Walter Crane "Swans" by Bradbury and Bradbury

With a major restoration and interior upgrade already in progress,  the exterior painting was a ways off, but it often feels like the light at the end of a long tunnel to have the colors worked out in advance, and to have that to look forward to, as well as to help us focus on what this house - what the experience of living in this house -  will be "about."
I was asked to give her back her dignity, as well as some of her sass, like a well-dressed lady who is also fabulously smart.

Meanwhile, awkwardly-added gutters and downspouts were reworked or replaced, and the balcony rebuilt; a large number of window sashes were replaced as were many of the cedar shingles.

Our new color scheme was inspired in part by an Aesthetic Movement poster, printed by Bradbury and Bradbury Art Wallpapers, on a swan design by Walter Crane. The gold ochre, the terra cotta... even that little bit of black.  So this is where I started.  Th gold, ochre, and bronze color all look so different at various times of day.  I meant to use two of them, because normally I approve of painting the shingles differently from the shiplap, but in this case the texture difference was enough.
The blue appears not only in the sky but on the ceiling of the porch and the underside of the eaves.  Gold leaf embellishes some features, including many that are visible from inside the house, through the upstairs windows.
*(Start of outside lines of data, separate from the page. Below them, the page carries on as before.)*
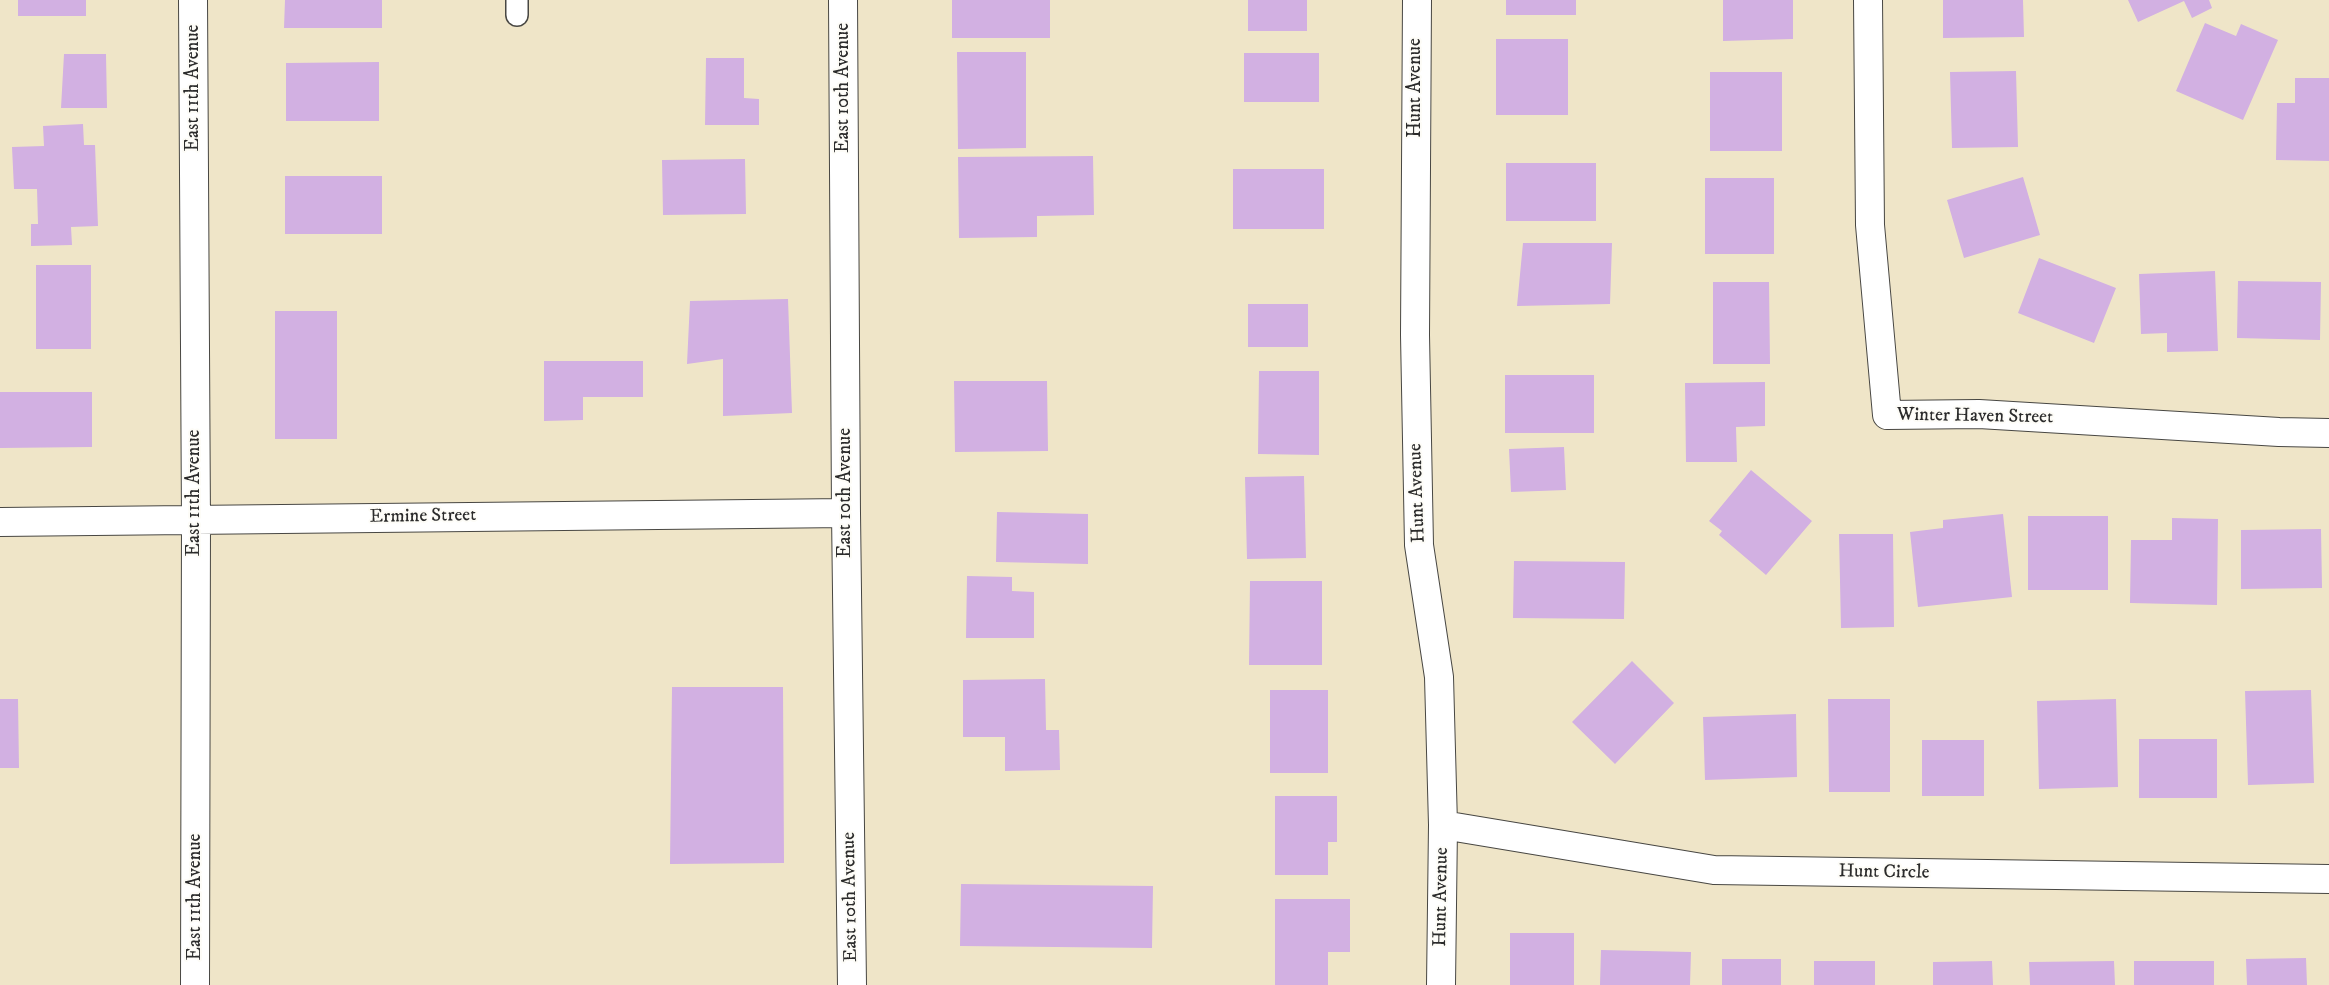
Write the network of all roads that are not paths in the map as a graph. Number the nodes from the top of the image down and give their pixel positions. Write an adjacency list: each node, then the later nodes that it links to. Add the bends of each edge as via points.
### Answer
1 (193, 0): 7 (street, East 11th Avenue)
2 (843, 0): 6 (street, East 10th Avenue)
3 (1416, 0): 9 (street, Hunt Avenue, via 1415,335 1419,545 1439,677)
4 (1868, 0): 5 (street, Winter Haven Street, via 1870,225 1887,415 1980,414)
5 (2329, 433)
6 (846, 513): 7 (street, Ermine Street); 12 (street, East 10th Avenue)
7 (196, 520): 8 (street, Ermine Street); 11 (street, East 11th Avenue)
8 (0, 522)
9 (1443, 825): 10 (street, Hunt Circle, via 1714,870); 13 (street, Hunt Avenue)
10 (2329, 880)
11 (195, 985)
12 (852, 985)
13 (1441, 985)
Morton St Queen Anne with its new paint scheme by Lynne Rutter

I have been involved with the interior of this home as well, and may share that later. But for now I want to point to those amazing giant thistle lace sheers, custom-made using a fabric by Timorous Beasties. With such prominent windows the choice of window sheer had an immense effect on the exterior.


Lynne Rutter designs color for interiors and exteriors in the San Francisco Bay Area as well as by email for homes all over the world!  Contact her here.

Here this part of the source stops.